Economia Atualizado em 27/06/2018, 12:17
Mercado financeiro
PUBLICAÇÃO
terça-feira, 26 de junho de 2018
Agência Estado 
Dólar (subiu)
Juros futuros (desceram)
Índice mantém viés positivo pelo terceiro pregão consecutivo
A recuperação das bolsas de Nova York e a alta dos preços do petróleo permitiram ao Índice Bovespa manter o viés positivo pelo terceiro pregão consecutivo. O índice terminou a sessão aos 71.404,59 pontos, com ganho de 0,64%, puxado principalmente pelas ações de Petrobras e Vale. Os negócios somaram R$ 8,5 bilhões. A volatilidade manteve-se presente. Entre a mínima e a máxima, o índice oscilou de 70.203 pontos (-1,06%) a 71.622 pontos (+0,94%). No exterior, o dia foi marcado pela alta dos preços do petróleo, reforçada pelas sinalizações de que os Estados Unidos vão endurecer sua postura com o Irã, para que o seja impedido de vender a commodity no mercado global.

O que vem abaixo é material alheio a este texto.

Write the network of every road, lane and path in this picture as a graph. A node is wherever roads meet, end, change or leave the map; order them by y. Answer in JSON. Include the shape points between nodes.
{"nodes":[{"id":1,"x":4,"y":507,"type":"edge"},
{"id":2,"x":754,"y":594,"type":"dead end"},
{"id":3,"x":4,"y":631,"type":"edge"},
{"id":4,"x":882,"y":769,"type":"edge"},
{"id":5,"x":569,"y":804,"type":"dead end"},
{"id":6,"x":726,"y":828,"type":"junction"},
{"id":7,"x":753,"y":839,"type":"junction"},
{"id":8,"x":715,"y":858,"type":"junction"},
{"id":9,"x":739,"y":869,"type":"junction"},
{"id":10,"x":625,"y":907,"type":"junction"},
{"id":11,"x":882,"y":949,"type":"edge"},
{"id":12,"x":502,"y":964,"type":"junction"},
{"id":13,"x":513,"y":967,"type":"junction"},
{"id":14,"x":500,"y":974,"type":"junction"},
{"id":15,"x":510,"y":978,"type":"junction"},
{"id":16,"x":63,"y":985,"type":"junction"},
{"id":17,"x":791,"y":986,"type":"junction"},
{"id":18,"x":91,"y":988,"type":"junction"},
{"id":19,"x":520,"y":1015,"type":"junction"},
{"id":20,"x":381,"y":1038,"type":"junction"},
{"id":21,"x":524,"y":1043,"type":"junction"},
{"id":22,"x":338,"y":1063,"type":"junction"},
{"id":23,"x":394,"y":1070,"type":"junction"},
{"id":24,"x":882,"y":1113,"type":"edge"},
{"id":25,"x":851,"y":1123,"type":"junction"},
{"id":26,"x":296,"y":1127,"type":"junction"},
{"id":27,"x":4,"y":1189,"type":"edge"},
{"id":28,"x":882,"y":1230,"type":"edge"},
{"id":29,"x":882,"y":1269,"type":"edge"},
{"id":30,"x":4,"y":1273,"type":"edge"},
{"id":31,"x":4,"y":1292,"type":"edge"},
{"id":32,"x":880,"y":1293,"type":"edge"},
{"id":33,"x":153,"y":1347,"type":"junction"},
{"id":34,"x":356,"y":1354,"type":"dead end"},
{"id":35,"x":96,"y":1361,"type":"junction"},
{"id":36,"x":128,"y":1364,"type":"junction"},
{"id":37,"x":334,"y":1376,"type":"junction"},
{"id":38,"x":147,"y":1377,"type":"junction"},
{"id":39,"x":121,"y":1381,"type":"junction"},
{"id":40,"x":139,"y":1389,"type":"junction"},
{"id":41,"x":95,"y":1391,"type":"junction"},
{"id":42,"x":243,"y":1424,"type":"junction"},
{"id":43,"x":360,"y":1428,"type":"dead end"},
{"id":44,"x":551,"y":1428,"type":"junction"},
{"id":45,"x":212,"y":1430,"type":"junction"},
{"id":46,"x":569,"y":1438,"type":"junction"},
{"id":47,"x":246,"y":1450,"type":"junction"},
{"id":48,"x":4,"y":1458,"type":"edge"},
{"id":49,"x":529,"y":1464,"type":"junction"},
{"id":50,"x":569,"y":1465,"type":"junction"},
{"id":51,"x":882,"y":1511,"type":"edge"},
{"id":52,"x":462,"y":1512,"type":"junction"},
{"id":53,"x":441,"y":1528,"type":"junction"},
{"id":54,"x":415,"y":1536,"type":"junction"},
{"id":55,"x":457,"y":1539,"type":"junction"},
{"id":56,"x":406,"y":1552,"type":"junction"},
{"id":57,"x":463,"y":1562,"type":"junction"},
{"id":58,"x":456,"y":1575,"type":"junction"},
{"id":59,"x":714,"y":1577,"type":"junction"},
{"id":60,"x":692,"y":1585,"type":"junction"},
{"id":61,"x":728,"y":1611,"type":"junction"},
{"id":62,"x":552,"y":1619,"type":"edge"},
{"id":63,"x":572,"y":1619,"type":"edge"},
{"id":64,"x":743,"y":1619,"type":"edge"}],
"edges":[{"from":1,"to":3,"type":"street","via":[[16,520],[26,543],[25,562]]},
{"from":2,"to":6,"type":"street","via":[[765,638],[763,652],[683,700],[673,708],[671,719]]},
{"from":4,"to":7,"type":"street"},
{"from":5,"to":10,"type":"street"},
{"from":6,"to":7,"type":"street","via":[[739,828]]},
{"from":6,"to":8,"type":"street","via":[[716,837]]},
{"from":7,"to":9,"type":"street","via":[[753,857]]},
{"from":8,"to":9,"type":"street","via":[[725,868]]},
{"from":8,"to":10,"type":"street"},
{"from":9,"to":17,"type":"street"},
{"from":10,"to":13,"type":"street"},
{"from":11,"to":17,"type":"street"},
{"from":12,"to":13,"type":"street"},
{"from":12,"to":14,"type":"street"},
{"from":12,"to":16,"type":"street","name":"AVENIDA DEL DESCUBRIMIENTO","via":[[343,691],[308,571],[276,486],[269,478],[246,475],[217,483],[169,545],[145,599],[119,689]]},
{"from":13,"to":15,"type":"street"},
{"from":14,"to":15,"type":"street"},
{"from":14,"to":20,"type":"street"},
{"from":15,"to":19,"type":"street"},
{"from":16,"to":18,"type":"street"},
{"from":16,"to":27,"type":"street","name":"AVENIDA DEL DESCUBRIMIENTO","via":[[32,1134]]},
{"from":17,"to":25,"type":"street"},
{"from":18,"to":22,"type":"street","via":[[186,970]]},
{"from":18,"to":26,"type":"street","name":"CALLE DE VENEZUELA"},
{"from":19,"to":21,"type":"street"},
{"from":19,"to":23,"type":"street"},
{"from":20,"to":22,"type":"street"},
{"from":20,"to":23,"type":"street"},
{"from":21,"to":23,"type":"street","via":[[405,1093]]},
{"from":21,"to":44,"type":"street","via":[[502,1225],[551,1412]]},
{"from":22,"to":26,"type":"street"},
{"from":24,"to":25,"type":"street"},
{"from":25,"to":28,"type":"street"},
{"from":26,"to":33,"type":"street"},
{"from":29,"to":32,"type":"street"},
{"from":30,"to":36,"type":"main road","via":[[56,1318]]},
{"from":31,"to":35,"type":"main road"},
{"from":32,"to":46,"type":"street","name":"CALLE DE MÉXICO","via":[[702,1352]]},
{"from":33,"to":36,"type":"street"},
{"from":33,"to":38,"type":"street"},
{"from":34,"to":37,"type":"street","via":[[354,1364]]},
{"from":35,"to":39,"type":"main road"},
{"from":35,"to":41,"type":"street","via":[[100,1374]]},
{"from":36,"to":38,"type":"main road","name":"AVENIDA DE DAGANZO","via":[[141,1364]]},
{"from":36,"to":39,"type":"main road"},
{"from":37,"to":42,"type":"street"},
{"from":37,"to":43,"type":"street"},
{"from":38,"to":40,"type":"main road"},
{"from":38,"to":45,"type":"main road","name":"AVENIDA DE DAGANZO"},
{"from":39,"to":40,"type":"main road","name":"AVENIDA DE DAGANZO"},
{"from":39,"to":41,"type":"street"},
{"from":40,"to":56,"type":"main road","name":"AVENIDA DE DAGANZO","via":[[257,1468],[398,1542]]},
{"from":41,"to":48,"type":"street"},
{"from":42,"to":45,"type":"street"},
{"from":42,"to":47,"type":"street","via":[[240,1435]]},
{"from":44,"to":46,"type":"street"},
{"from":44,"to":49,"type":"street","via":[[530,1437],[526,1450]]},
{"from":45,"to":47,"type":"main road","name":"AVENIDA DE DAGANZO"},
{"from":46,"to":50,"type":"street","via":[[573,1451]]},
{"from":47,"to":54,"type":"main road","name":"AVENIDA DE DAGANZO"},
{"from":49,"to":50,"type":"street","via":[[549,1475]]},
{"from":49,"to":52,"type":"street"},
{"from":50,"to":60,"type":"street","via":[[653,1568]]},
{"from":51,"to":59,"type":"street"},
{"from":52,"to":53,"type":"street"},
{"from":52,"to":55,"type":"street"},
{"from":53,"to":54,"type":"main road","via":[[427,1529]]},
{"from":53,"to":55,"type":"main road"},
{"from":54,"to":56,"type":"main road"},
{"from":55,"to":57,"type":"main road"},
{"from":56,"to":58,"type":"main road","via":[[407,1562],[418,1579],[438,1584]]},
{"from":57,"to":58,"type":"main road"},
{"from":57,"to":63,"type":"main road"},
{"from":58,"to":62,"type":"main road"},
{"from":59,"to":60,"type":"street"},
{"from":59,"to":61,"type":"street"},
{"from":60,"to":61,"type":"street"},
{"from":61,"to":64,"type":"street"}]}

Sem intervenção do BC dólar fecha perto dos R$ 3,80
O Banco Central resolveu não intervir no mercado de câmbio e, após renovar máximas, o dólar bateu em R$ 3,80 perto do fechamento, acompanhando o movimento de alta generalizada da moeda norte-americana nesta data no mundo, por conta das discussões comerciais entre os Estados Unidos e a China. Nesta terça, o presidente Donald Trump declarou que não pretende adotar restrições para os investimentos chineses em empresas nos EUA. O dólar à vista subiu 0,57% e terminou em R$ 3,7981, o nível mais alto desde o último dia 14. Operadores de câmbio ressaltam que a falta de ação do BC no mercado provocou certa ansiedade nas mesas de operação, o que ajudou a pressionar um pouco as cotações.
Alívio das taxas reflete a ata do Copom
Os juros futuros fecharam em baixa, descolados do movimento do dólar. O alívio das taxas reflete a ata do Copom que confirmou a leitura feita pelos economistas do comunicado da reunião da semana passada, de que o cenário básico do Banco Central é de manutenção da Selic em 6,50% no encontro dos dias 31 de julho e 1º de agosto. O contrato de Depósito Interfinanceiro (DI) para janeiro de 2019 fechou a sessão regular com taxa de 6,925%, de 7,000% no ajuste anterior, e a taxa do DI para janeiro de 2020 caiu de 8,54% para 8,41%. A taxa do contrato para janeiro de 2021 fechou em 9,39%, de 9,54%. O DI para janeiro de 2023 encerrou com taxa de 10,91%, de 11,09%.
Copom não usará política monetária para controlar o câmbio
"Hoje prevalece o efeito ata, que veio sem novidade ante o comunicado. O BC continua sinalizando Selic de 6,50% e que não parece ter pressa para subir o juro", disse Helena Veronese, economista da Azimut Brasil Wealth Management,. Na ata, os diretores mais uma vez sinalizaram que não usarão a política monetária para controlar o câmbio, ao afirmar que o "Copom deve pautar sua atuação com foco em evolução das projeções e expectativas de inflação". Com relação ao impacto da greve dos caminhoneiros, em maio, na inflação, o texto indica que o cenário básico embute efeitos temporários e significativos da paralisação sobre o IPCA e o PIB.